Exercise:
Across the records, how many lines contain "image"? Answer with the number alone.

Supplied data:
-------

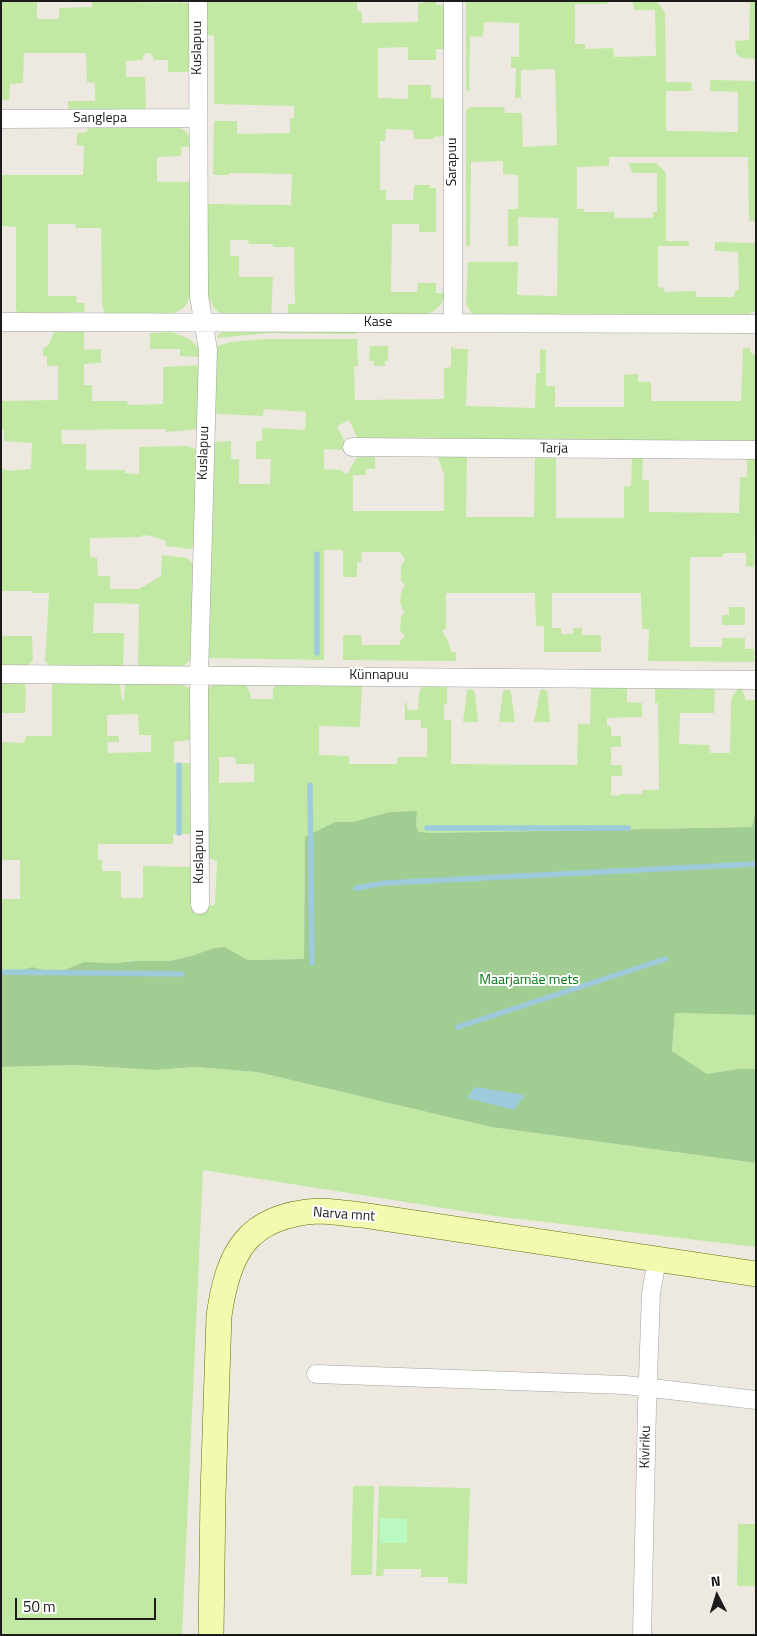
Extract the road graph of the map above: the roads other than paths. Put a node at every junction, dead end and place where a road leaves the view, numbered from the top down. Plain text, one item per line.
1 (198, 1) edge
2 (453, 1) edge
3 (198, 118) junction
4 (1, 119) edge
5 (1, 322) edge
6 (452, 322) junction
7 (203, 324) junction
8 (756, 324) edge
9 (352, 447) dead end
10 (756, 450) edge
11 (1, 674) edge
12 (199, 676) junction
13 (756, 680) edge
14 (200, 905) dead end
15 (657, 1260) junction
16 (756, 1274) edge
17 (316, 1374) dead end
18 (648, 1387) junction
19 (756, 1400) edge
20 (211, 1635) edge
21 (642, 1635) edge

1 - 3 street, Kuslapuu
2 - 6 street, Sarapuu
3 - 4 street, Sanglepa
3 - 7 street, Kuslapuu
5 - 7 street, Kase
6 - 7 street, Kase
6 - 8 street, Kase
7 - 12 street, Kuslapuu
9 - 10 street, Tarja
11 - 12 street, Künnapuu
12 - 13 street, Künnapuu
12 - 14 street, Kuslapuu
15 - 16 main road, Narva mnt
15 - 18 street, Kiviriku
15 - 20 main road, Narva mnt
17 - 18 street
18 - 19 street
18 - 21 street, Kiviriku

-------

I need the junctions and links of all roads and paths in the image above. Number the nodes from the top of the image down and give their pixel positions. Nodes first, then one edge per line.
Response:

-------

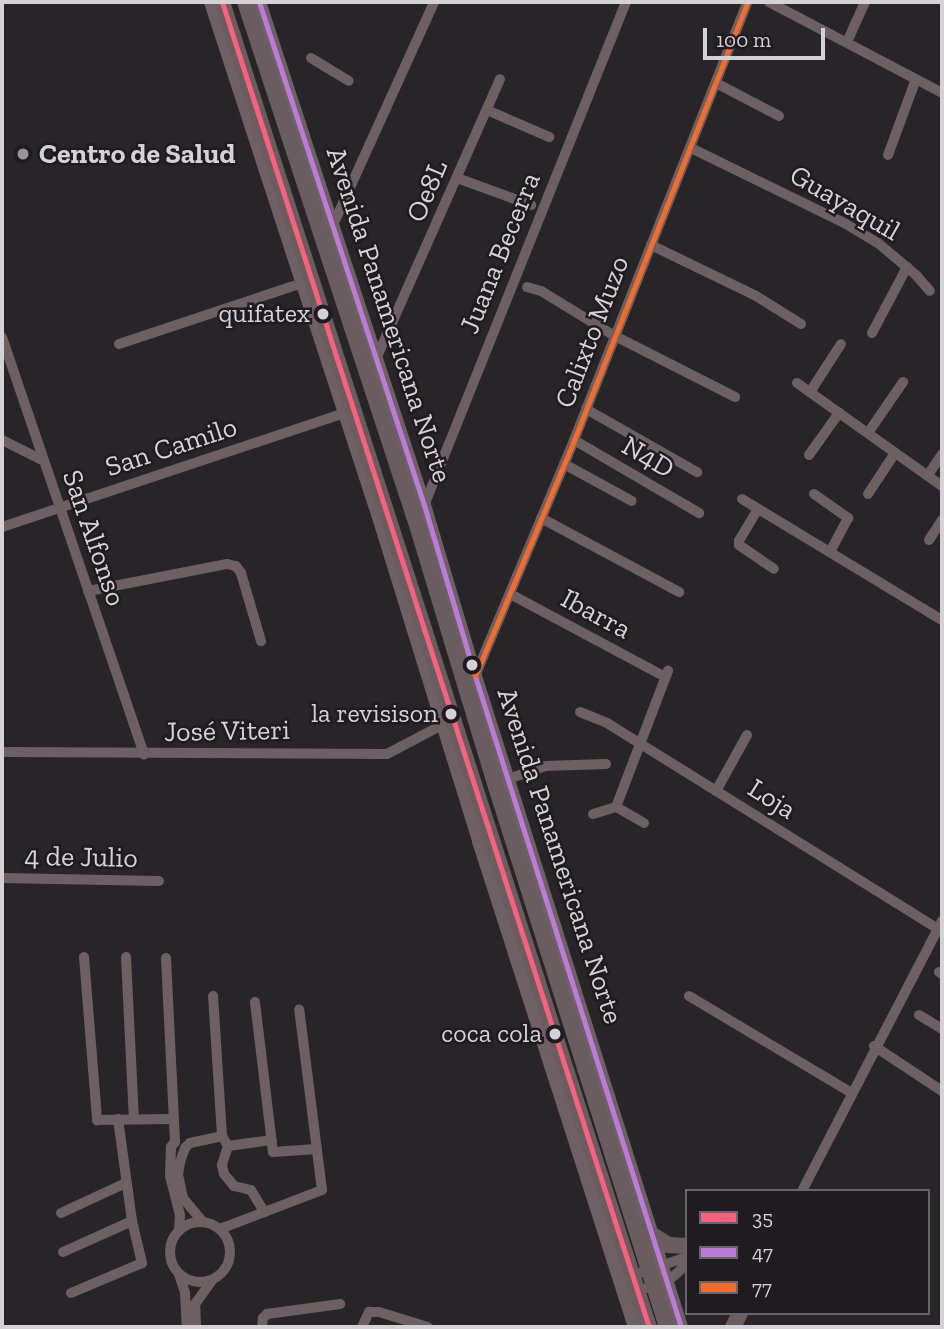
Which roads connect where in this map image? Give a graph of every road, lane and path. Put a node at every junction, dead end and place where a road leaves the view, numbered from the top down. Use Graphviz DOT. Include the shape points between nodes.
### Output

-------

Answer to this exercise:
2